Task:
Among the entries below, tally each line in which the word "image" is found, then state the tally alone.

Data records:
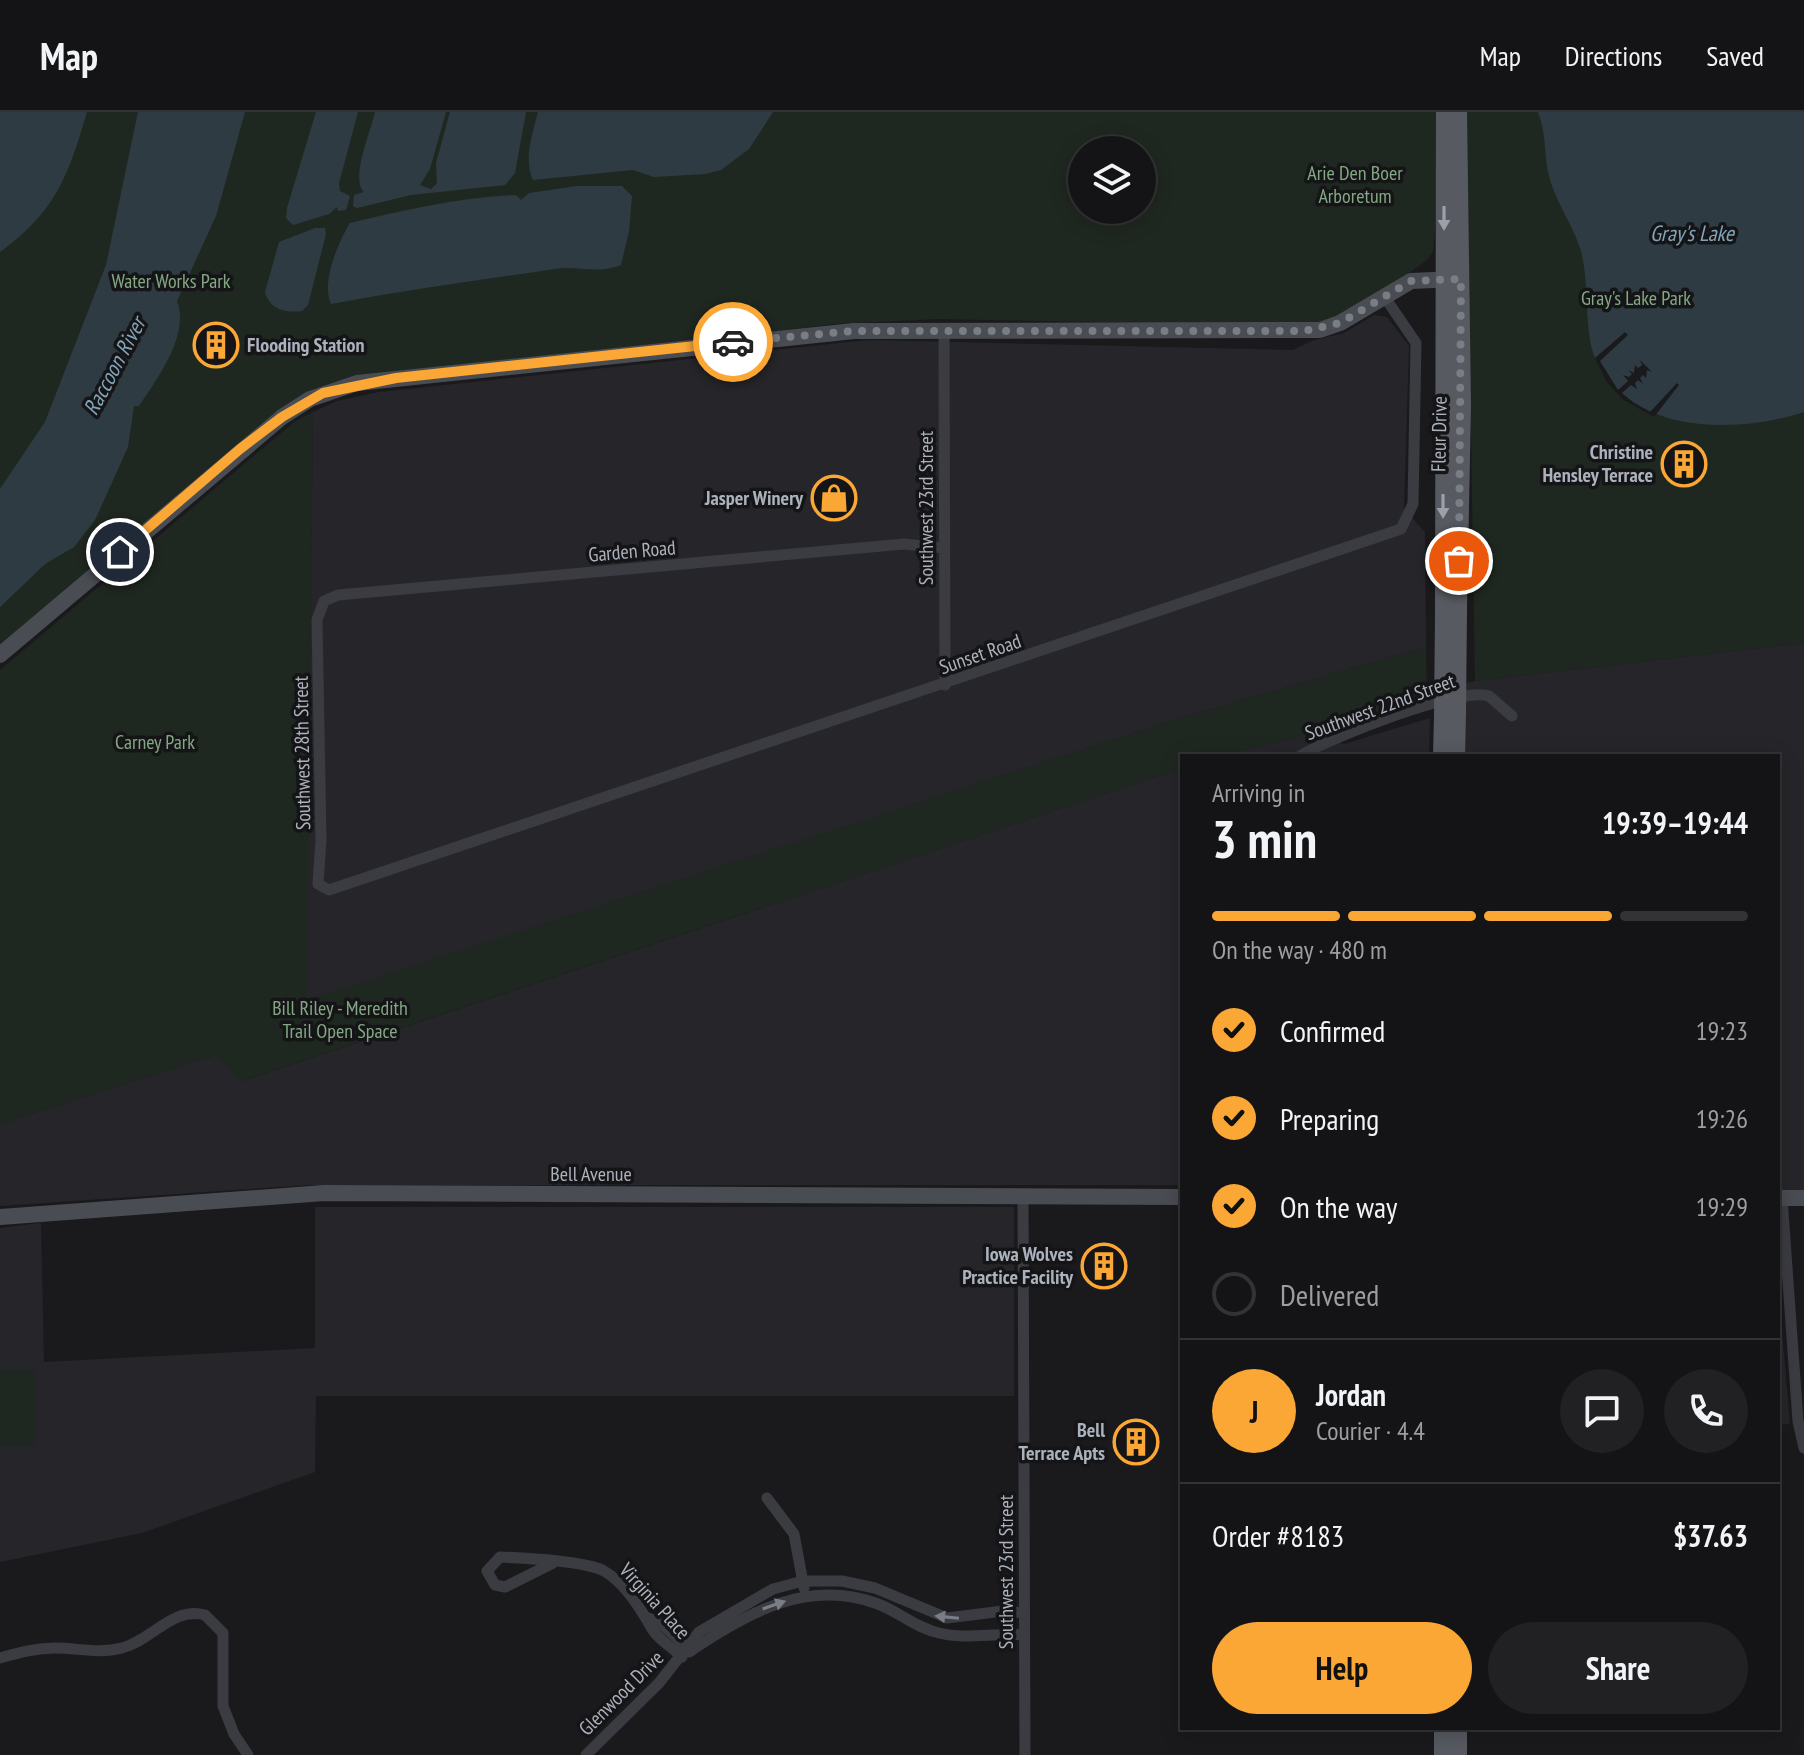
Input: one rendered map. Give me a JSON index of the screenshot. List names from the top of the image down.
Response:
{
  "streets": {
    "main road": ["Fleur Drive"],
    "street": [
      "Southwest 23rd Street",
      "Garden Road",
      "Sunset Road",
      "Southwest 22nd Street",
      "Southwest 28th Street",
      "Bell Avenue",
      "Virginia Place",
      "Glenwood Drive"
    ]
  },
  "crossings": [
    ["Southwest 23rd Street", "Garden Road"],
    ["Southwest 23rd Street", "Sunset Road"],
    ["Southwest 23rd Street", "Bell Avenue"],
    ["Southwest 23rd Street", "Glenwood Drive"],
    ["Garden Road", "Southwest 28th Street"],
    ["Sunset Road", "Southwest 28th Street"],
    ["Virginia Place", "Glenwood Drive"]
  ],
  "water": ["Gray's Lake", "Raccoon River"],
  "parks": [
    "Arie Den Boer Arboretum",
    "Water Works Park",
    "Gray's Lake Park",
    "Carney Park",
    "Bill Riley - Meredith Trail Open Space"
  ],
  "places": {
    "building": [
      "Flooding Station",
      "Christine Hensley Terrace",
      "Iowa Wolves Practice Facility",
      "Bell Terrace Apts"
    ],
    "shop": ["Jasper Winery"]
  },
  "page": {
    "header": "Map",
    "nav": ["Map", "Directions", "Saved"],
    "heading": ["3 min", "Arriving in", "19:39–19:44"],
    "panel": [
      "Jordan",
      "Courier · 4.4",
      "Order #8183",
      "$37.63"
    ],
    "bar": "On the way · 480 m",
    "list": [
      ["Confirmed", "19:23"],
      ["Preparing", "19:26"],
      ["On the way", "19:29"],
      "Delivered"
    ],
    "round": "J",
    "buttons": ["Help", "Share"]
  }
}
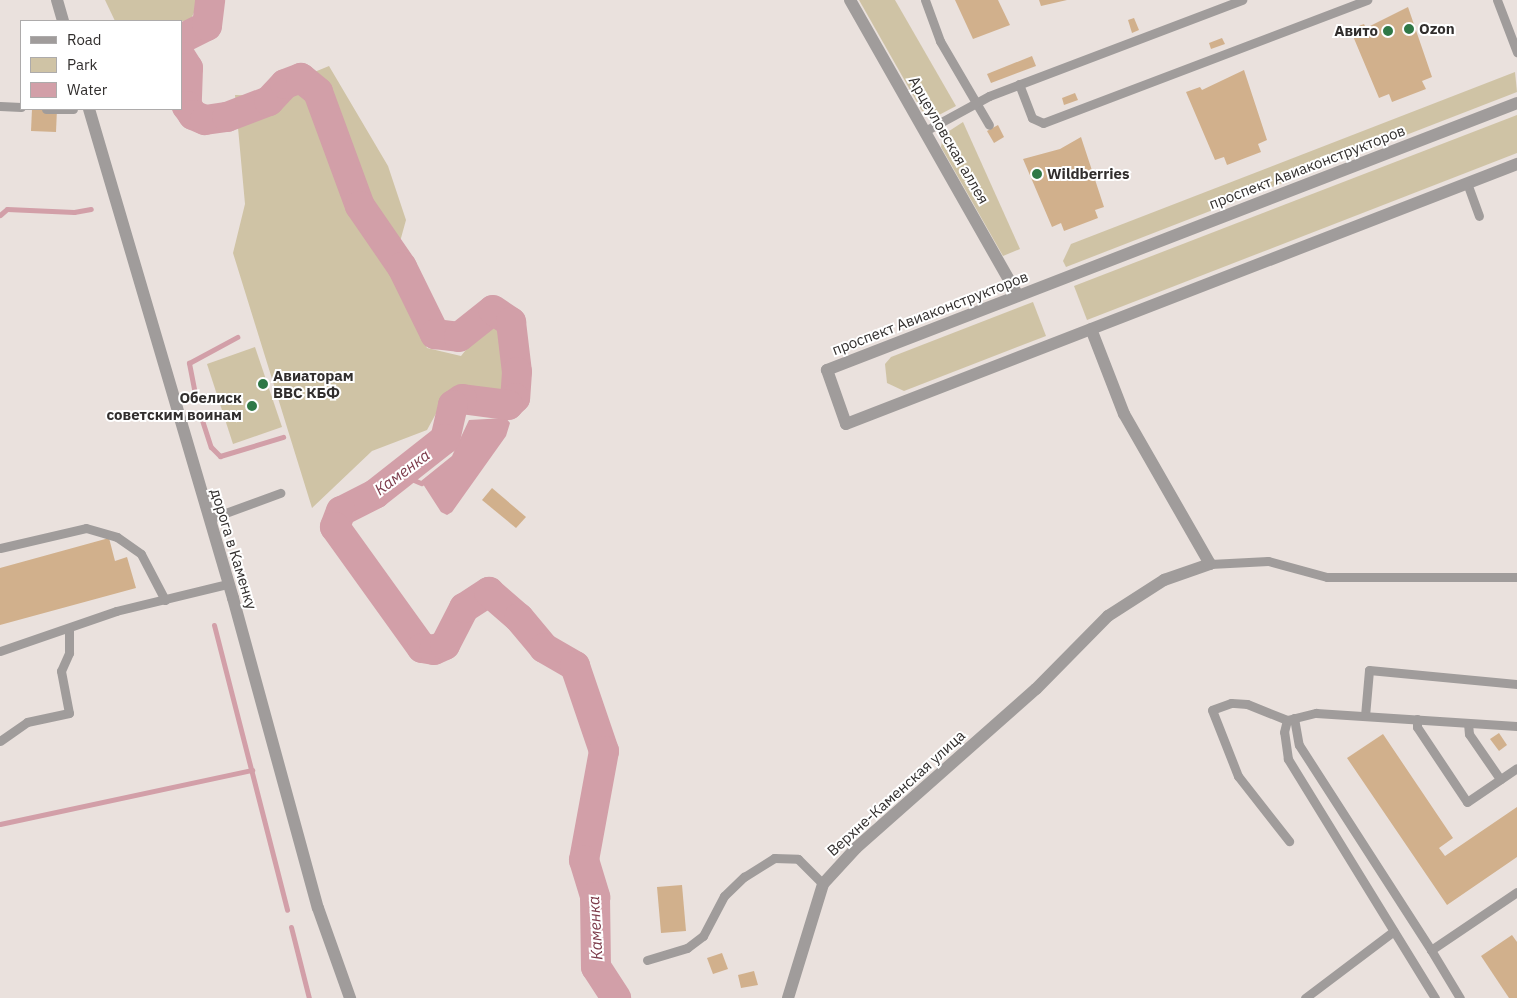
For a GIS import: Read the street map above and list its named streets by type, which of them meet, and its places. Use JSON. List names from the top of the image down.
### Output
{
  "streets": {
    "street": [
      "Арцеуловская аллея",
      "проспект Авиаконструкторов",
      "дорога в Каменку",
      "Верхне-Каменская улица"
    ]
  },
  "crossings": [
    ["Арцеуловская аллея", "проспект Авиаконструкторов"]
  ],
  "water": ["Каменка"],
  "places": [
    "Ozon",
    "Авито",
    "Wildberries",
    "Авиаторам ВВС КБФ",
    "Обелиск советским воинам"
  ],
  "legend": ["Road", "Park", "Water"]
}
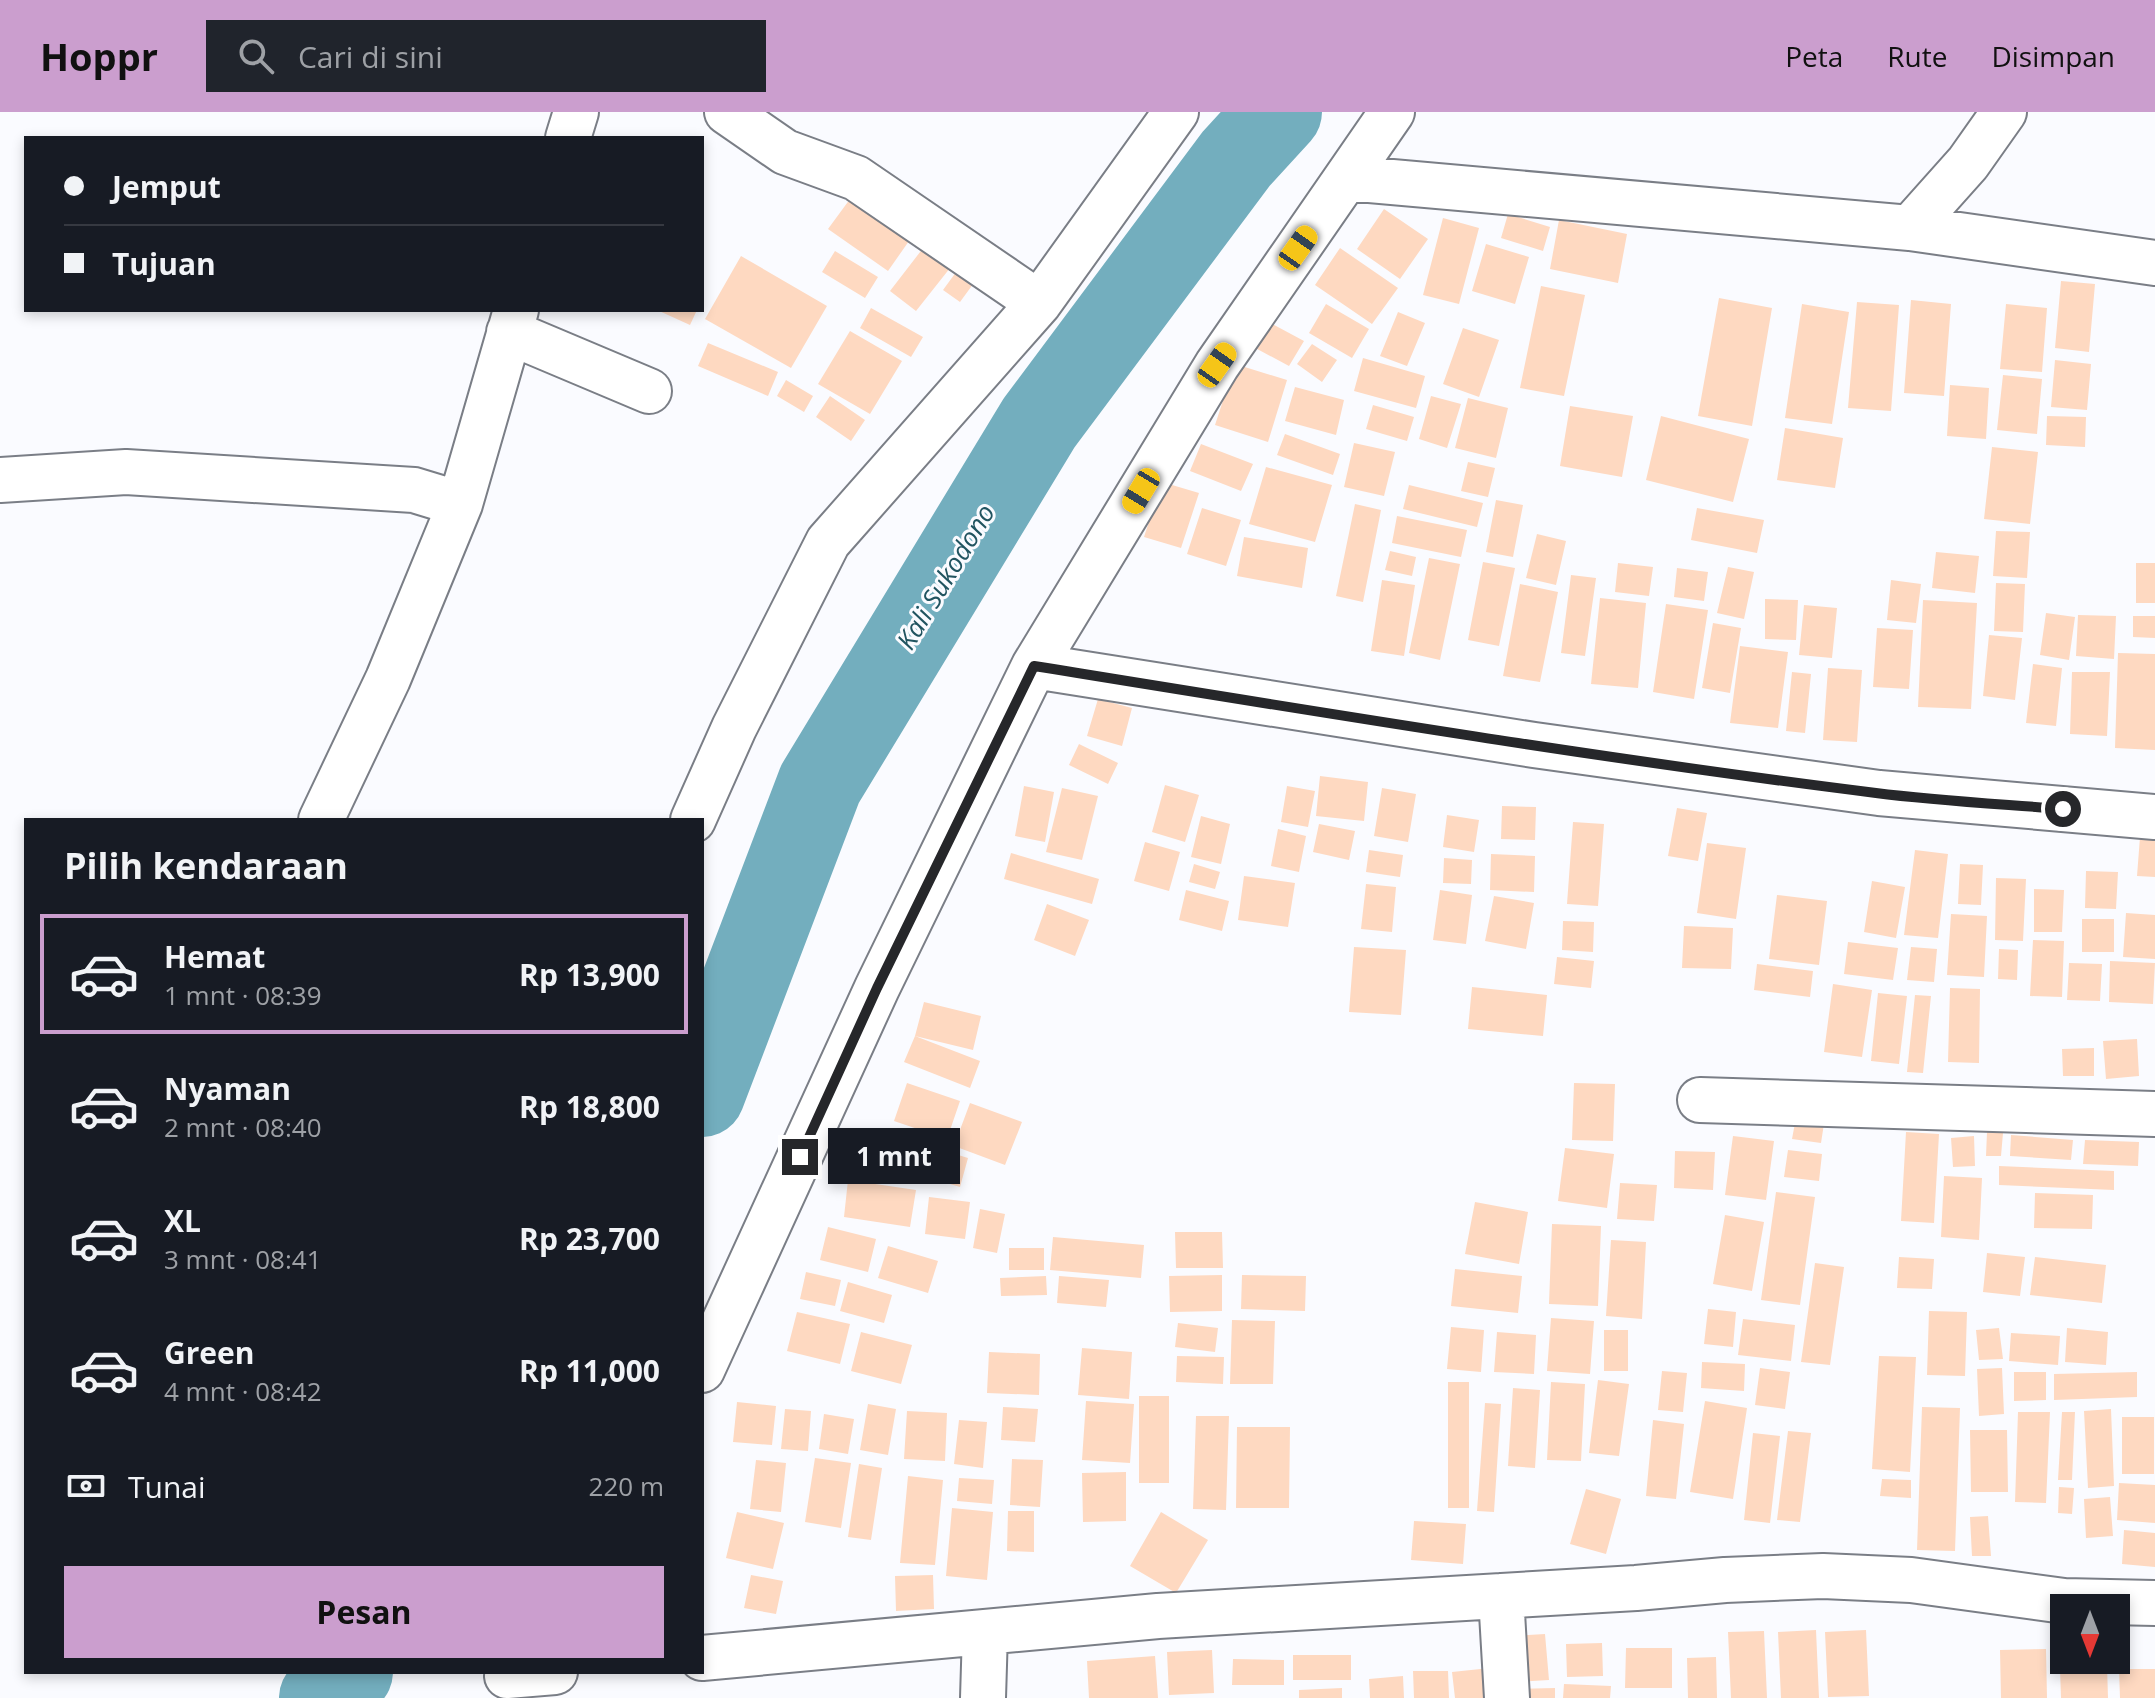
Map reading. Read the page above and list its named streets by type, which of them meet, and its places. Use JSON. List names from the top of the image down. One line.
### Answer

Response area:
3